PROBLEM DESCRIPTION
Each entry below should be given again exactly; the pictures stay out.

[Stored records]
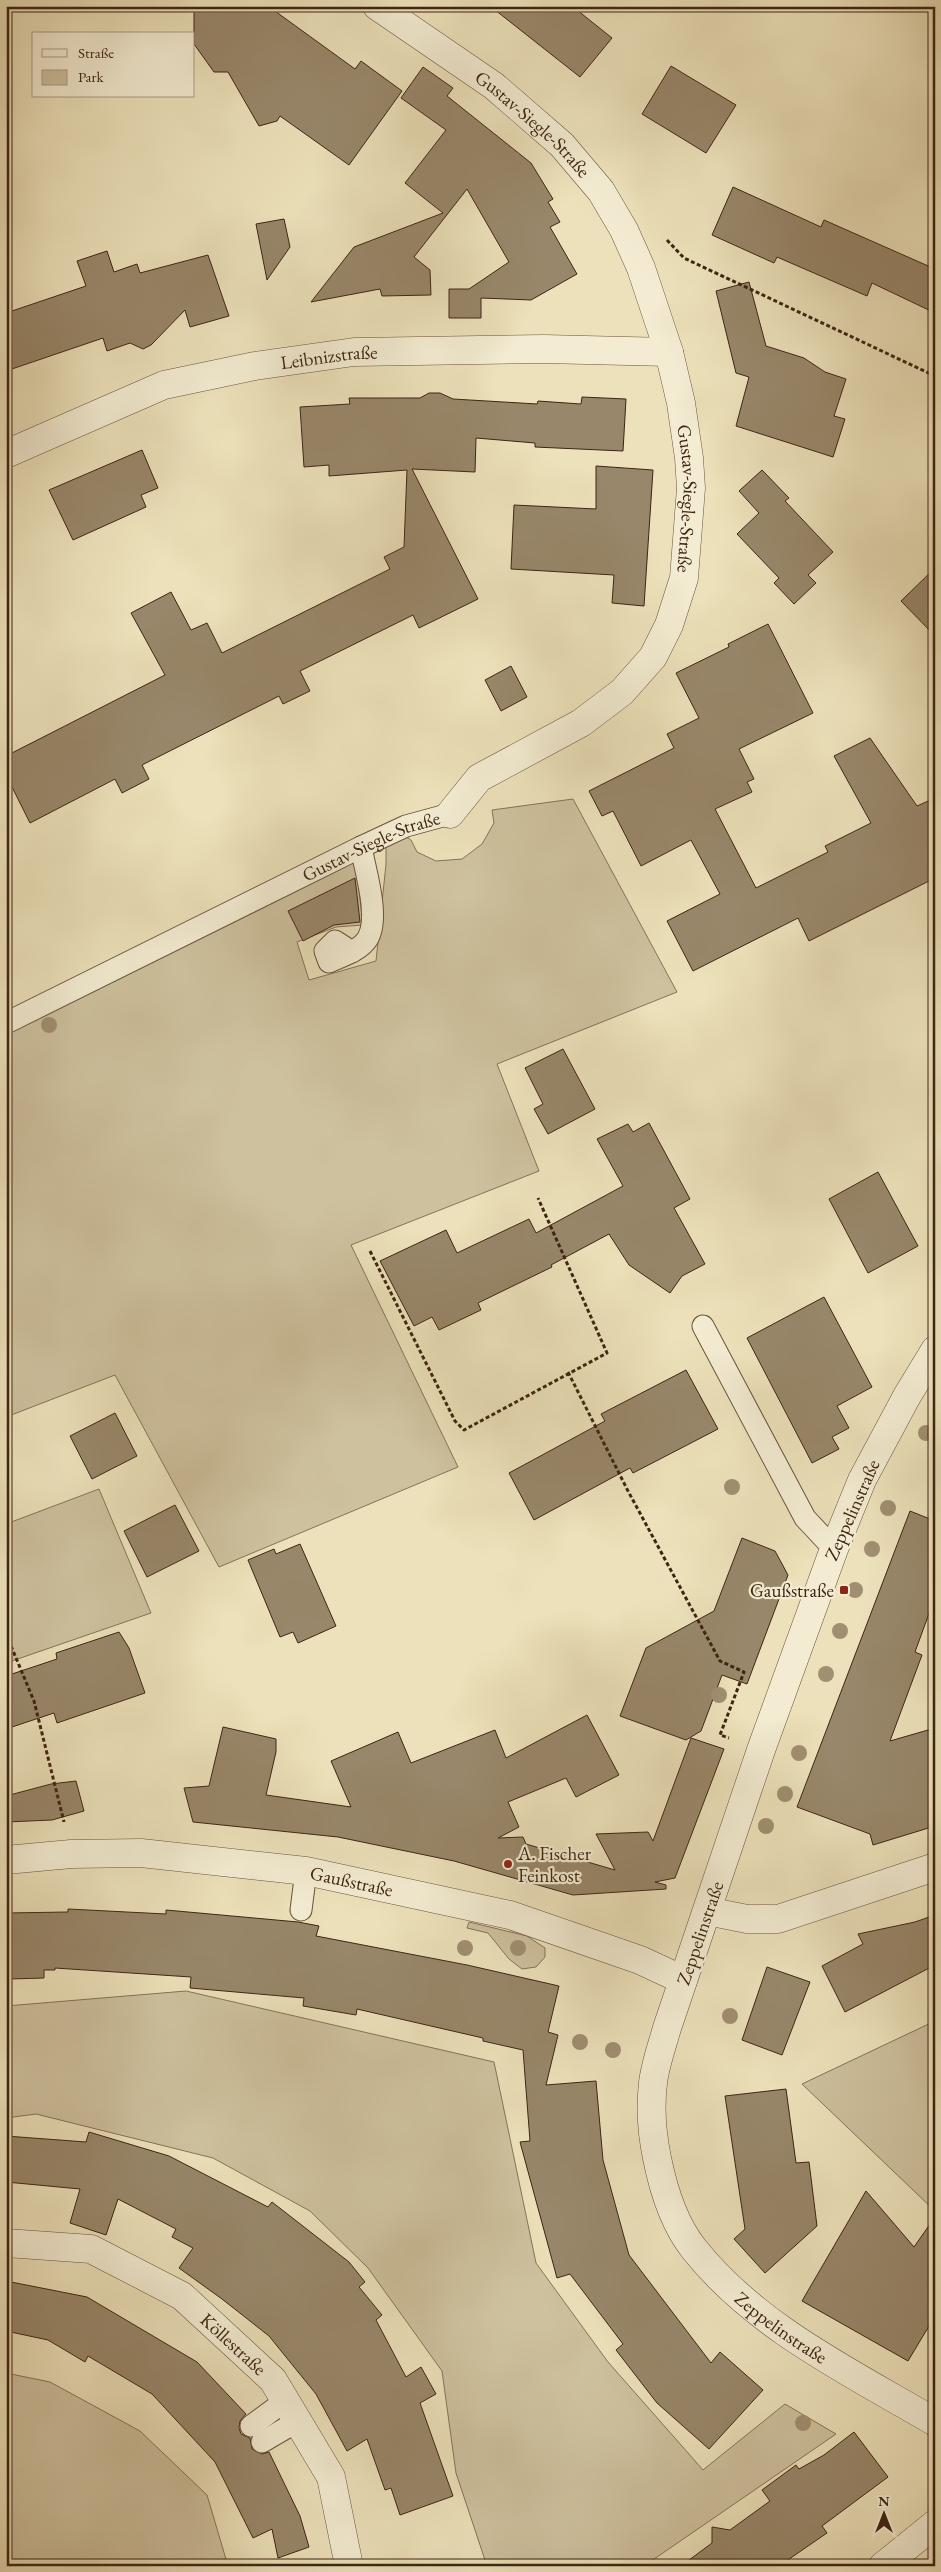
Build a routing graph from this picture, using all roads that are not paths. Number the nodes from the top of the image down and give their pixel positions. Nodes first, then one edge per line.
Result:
1 (377, 6) edge
2 (669, 352) junction
3 (6, 454) edge
4 (450, 814) joint
5 (361, 847) junction
6 (352, 952) dead end
7 (6, 1023) edge
8 (703, 1326) dead end
9 (935, 1350) edge
10 (834, 1549) junction
11 (6, 1860) edge
12 (935, 1867) edge
13 (306, 1871) junction
14 (301, 1910) dead end
15 (707, 1911) junction
16 (684, 1980) junction
17 (6, 2243) edge
18 (292, 2411) junction
19 (935, 2422) edge
20 (257, 2434) dead end
21 (935, 2524) edge
22 (349, 2566) edge
23 (883, 2566) edge

1 - 2 street, Gustav-Siegle-Straße
2 - 3 street, Leibnizstraße
2 - 4 street, Gustav-Siegle-Straße
4 - 5 lane, Gustav-Siegle-Straße
5 - 6 lane
5 - 7 lane, Gustav-Siegle-Straße
8 - 10 lane
9 - 10 street, Zeppelinstraße
10 - 15 street, Zeppelinstraße
11 - 13 street, Gaußstraße
12 - 15 street
13 - 14 lane
13 - 16 street, Gaußstraße
15 - 16 street, Zeppelinstraße
16 - 19 street, Zeppelinstraße
17 - 18 street, Köllestraße
18 - 20 lane
18 - 22 street, Köllestraße
21 - 23 street

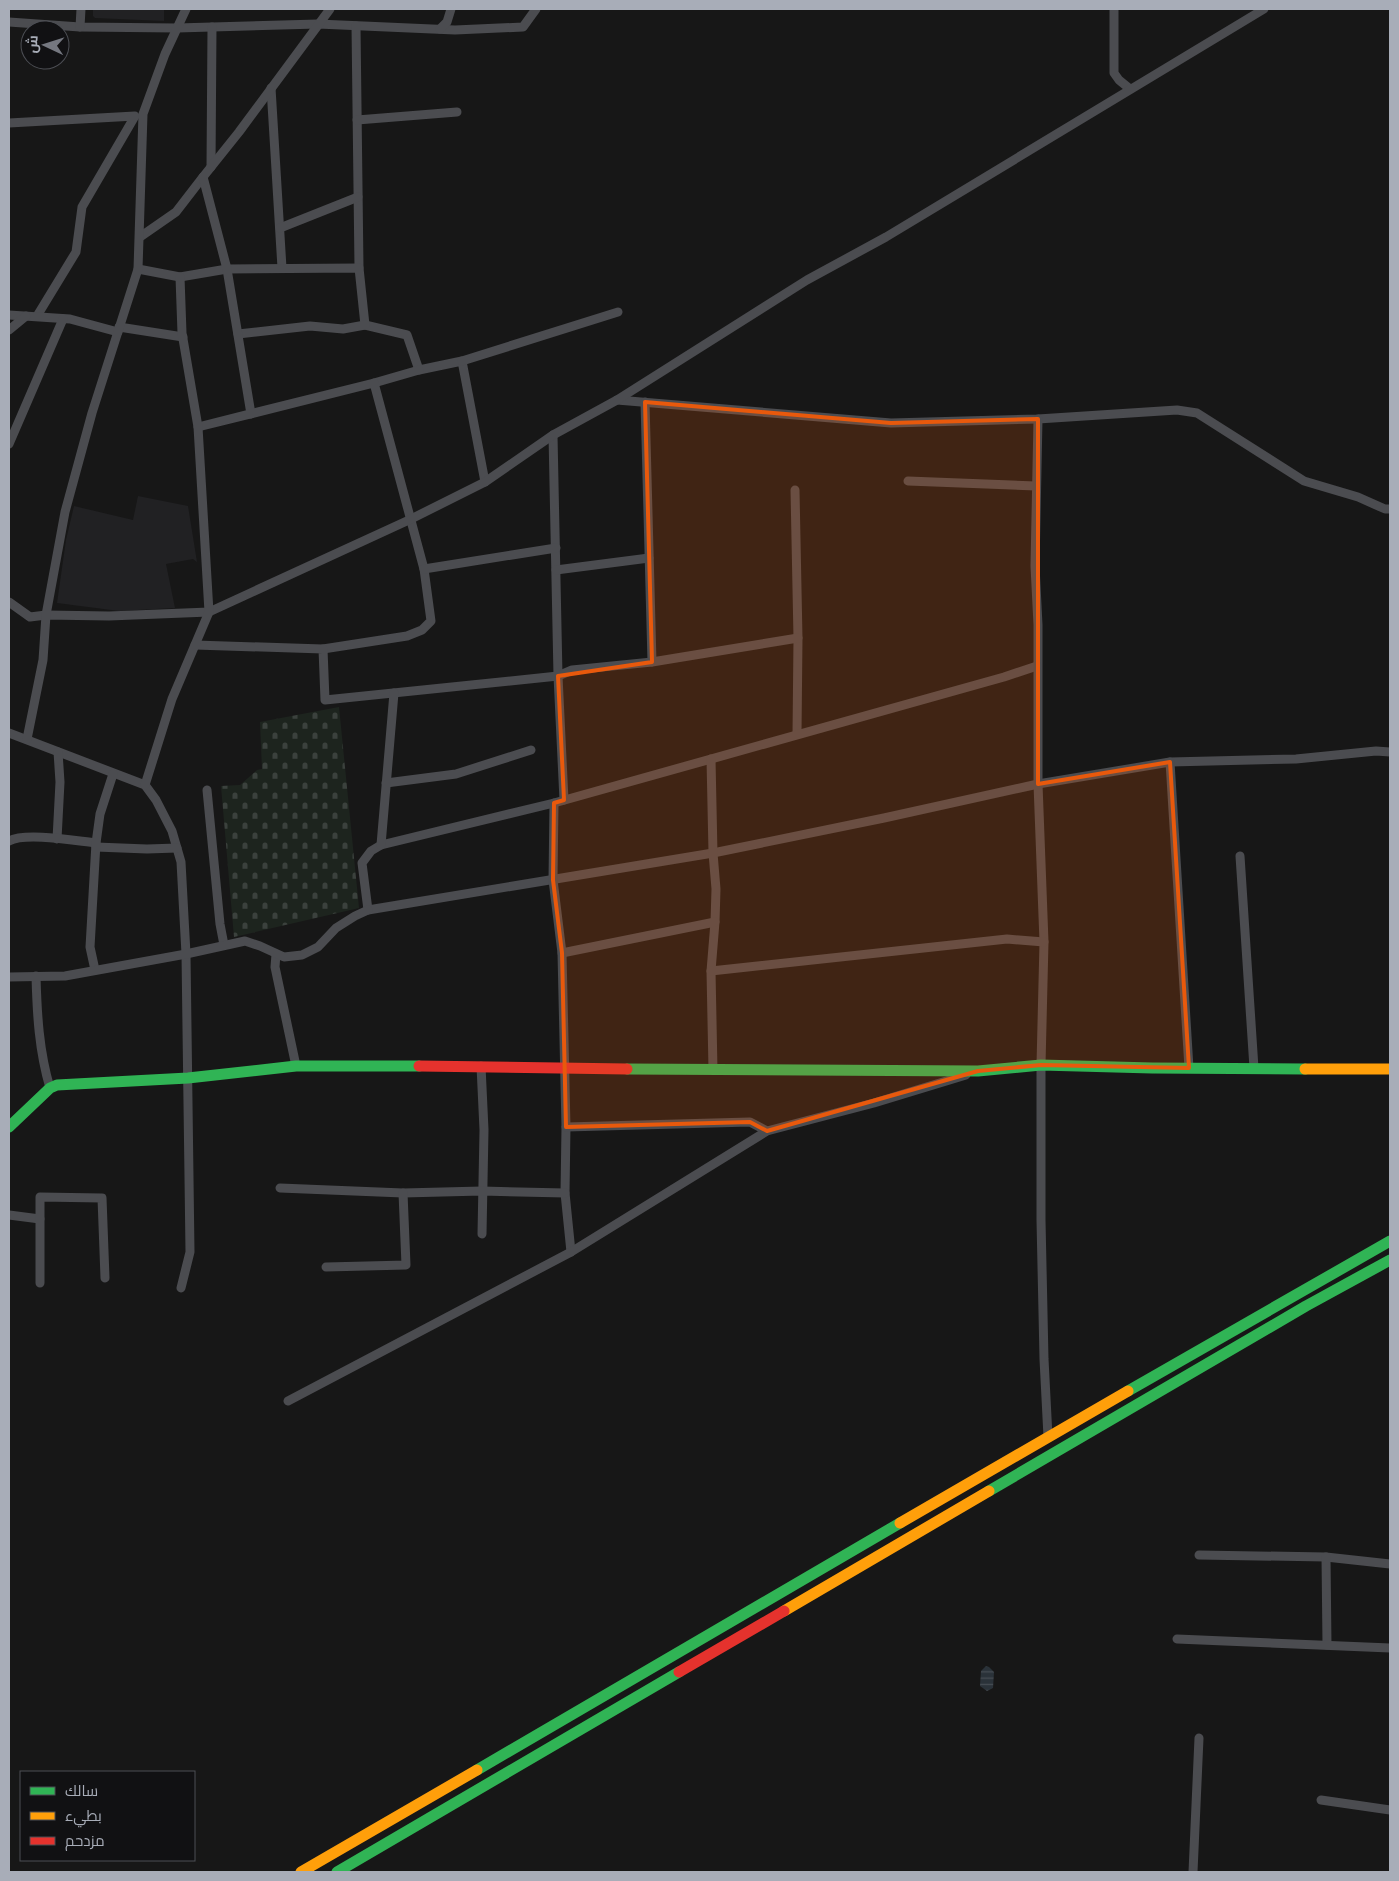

RESULT OF THIS EXERCISE
Build a routing graph from this picture, using all roads that are not paths. Number the nodes from the top of the image down and give their pixel positions. Nodes first, then one edge per line.
Result:
1 (377, 6) edge
2 (669, 352) junction
3 (6, 454) edge
4 (450, 814) joint
5 (361, 847) junction
6 (352, 952) dead end
7 (6, 1023) edge
8 (703, 1326) dead end
9 (935, 1350) edge
10 (834, 1549) junction
11 (6, 1860) edge
12 (935, 1867) edge
13 (306, 1871) junction
14 (301, 1910) dead end
15 (707, 1911) junction
16 (684, 1980) junction
17 (6, 2243) edge
18 (292, 2411) junction
19 (935, 2422) edge
20 (257, 2434) dead end
21 (935, 2524) edge
22 (349, 2566) edge
23 (883, 2566) edge

1 - 2 street, Gustav-Siegle-Straße
2 - 3 street, Leibnizstraße
2 - 4 street, Gustav-Siegle-Straße
4 - 5 lane, Gustav-Siegle-Straße
5 - 6 lane
5 - 7 lane, Gustav-Siegle-Straße
8 - 10 lane
9 - 10 street, Zeppelinstraße
10 - 15 street, Zeppelinstraße
11 - 13 street, Gaußstraße
12 - 15 street
13 - 14 lane
13 - 16 street, Gaußstraße
15 - 16 street, Zeppelinstraße
16 - 19 street, Zeppelinstraße
17 - 18 street, Köllestraße
18 - 20 lane
18 - 22 street, Köllestraße
21 - 23 street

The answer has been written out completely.